Truth: Extra Story

3.3K 295 10
                                    

Kalau sedang hari Minggu, Reka tidak terbiasa ada di rumah. Reka biasanya akan berjalan-jalan ke villa milik Ayah yang terletak di Bogor, ikut jalan-jalan dengan Ibu keluar kota—bertandang ke rumah saudara, mengunjungi teman-teman arisannya, atau bahkan hanya sekadar melancong untuk jajan. Jika Ayah atau Ibu tidak bisa diajak, Reka juga biasa mengunjungi rumah teman-temannya untuk menghabiskan akhir pekan. Namun, karena persiapan ujian kenaikan kelasnya yang pertama kali di bangku sekolah menengah atas, waktu akhir pekan Reka jadi tersita karenanya.

Ah, sial sekali, bukan?

Dan Reka tidak tahu harus melakukan apa di rumah sekarang. Ibu sedang keluar, berkumpul di salah satu rumah temannya untuk mengocok kertas arisan dan menjalankan bisnis perhiasannya. Ayah ada di luar negeri; katanya ada rapat saham atau apalah, Reka tidak begitu mau paham dengan urusan orang yang jarang meluangkan waktu di rumah itu. Pun teman-teman sekolahnya juga sedang tidak mau diganggu. Katanya, mereka tidak mau ujian kali ini nilainya amblas karena mengulang sama sekali memalukan.

Reka sih sudah bosan belajar, masalahnya.

Sudah dua jam berlalu sejak Reka memutuskan untuk menghabiskan waktunya di depan televisi, menonton film tengah hari kurang berbobot yang terpaksa ditengoknya. Perutnya sudah mulai keroncongan. Camilan kripik singkong dan satu kotak besar susu sudah dihabiskannya. Kulkas di dapur pun tidak berisi makanan yang bisa dihangatkan dengan kompor atau microwave. Sarapan nasi goreng porsi jumbo tadi pagi pun rupanya tidak mampu mengganjal perut Reka.

"MAMPUS!"

Jeritan itu membuat Reka terlonjak; menarik Reka yang sedang melamunkan makanan enak dari rumah makan Padang di persimpangan kembali ke dunia nyata . Remote di tangan sampai melompat dan terjatuh menimpa jempol kakinya. Reka menggeram kesal, tanpa perlu melirik dia sudah tahu siapa pelakunya.

"NINO, JANGAN BERISIK!"

Derap kakinya yang heboh menuruni tangga meredam suara Reka. Tiba-tiba saja, adik satu-satunya Reka yang sekarang baru duduk di bangku SMP itu sudah ada di belakangnya, terengah-engah sambil memegang beberapa lembar uang.

"Aku bakal beli makan siang Kak Re secepatnya, serius. Tapi, tolong jangan lapor sama Ibu kalau aku bangun siang!" Belum sempat Reka berkata apa-apa, Nino sudah menyambar duluan. "Kakak mau makan apa?"

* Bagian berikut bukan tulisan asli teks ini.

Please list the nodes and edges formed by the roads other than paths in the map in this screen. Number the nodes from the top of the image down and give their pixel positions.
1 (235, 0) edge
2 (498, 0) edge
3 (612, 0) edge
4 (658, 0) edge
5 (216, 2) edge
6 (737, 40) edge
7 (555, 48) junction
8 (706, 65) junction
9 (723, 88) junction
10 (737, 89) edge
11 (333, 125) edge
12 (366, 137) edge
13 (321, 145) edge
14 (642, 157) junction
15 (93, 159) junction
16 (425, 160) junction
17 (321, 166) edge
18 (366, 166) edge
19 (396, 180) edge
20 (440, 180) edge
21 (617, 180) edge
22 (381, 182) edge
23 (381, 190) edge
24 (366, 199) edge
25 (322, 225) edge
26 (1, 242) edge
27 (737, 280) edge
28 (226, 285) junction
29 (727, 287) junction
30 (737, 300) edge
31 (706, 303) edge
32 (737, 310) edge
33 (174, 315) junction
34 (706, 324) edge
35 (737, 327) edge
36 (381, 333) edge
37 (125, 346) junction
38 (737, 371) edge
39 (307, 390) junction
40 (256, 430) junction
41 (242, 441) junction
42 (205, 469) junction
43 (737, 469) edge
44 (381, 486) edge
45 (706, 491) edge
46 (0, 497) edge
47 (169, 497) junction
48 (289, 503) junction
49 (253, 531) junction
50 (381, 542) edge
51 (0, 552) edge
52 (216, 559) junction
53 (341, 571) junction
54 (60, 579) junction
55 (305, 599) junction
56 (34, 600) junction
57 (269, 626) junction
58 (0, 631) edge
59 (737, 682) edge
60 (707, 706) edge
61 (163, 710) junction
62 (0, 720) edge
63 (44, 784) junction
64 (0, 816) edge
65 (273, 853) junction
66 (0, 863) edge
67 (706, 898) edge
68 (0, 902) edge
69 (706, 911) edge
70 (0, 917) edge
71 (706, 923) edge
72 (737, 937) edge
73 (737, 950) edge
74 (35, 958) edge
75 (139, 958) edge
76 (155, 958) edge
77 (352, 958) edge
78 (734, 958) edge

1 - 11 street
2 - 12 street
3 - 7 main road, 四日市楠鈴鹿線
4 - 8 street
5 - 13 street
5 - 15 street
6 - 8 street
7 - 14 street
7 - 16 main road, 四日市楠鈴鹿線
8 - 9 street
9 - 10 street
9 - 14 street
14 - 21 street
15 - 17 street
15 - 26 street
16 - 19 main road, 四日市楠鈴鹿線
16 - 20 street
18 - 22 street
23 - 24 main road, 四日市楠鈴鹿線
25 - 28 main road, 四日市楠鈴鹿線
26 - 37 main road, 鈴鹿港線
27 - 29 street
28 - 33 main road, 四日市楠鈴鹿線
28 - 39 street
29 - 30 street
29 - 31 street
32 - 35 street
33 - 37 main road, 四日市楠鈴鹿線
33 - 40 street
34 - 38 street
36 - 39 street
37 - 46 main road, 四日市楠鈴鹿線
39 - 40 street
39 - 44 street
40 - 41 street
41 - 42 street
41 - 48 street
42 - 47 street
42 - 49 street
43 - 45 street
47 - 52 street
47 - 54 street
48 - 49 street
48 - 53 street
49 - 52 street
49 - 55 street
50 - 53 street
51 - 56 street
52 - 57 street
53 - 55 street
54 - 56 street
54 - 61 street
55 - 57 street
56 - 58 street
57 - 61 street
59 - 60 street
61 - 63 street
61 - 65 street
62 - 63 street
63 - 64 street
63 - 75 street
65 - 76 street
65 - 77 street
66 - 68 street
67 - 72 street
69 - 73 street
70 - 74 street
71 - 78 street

Reka berkedip. Nino yang menyerocos begitu sama sekali tidak bisa dimengerto maksud kalimatnya. "Bilang apaan, sih, No?"

"Kakak. Mau. Makan. Apa," Nino mengulang, kata demi kata, sambil memutar matanya. "Cepetan! Aku tahu Kak Re masih dendam soal semalam tapi malam ini jangan bikin aku kena hajar Ibu lagi!"

"Kamu dihajar, 'kan, karena kamu emang nakal, No."

Reka diam-diam melirik kaki Nino, yang memiliki jejak lebam kebiruan akibat pukulan sapu Ibu tepat di atas lututnya, yang mengintip samar-samar dari celana pendeknya. Reka tidak tahu pasti apa penyebabnya. Tetapi, Reka tahu kalau semalam Nino mengacau dengan membuat Ibu kesal karena sudah menjatuhkan salah satu gelas dari koleksi keramiknya yang mahal setelah mengusili Reka dengan menyembunyikan bindernya.

"Besok aku ujian semester, Kak," ujar Nino. Wajahnya tertunduk, supaya Reka tak bisa menatapnya. "Kalau Ibu marah lagi malam ini, aku nggak tahu gimana caranya menyembunyikan luka-lukanya."

"Emangnya kenapa?"

"Aku takut ada yang curiga." Nino menggaruk lengan atasnya kikuk, tepat di bagian di mana luka sobek yang sudah setengah kering berada. "Kemarin, ada kakak kelas di sekolahku yang mukanya selalu bonyok tiap datang ke sekolah, ditanya-tanyain sama guru BK. Dia anaknya baik-baik, tapi orang tuanya sebelas-dua belas sama Ibu." Nino berhenti sebentar kembali melanjutkan. "Aku dengar, orang tuanya di bawa ke polisi."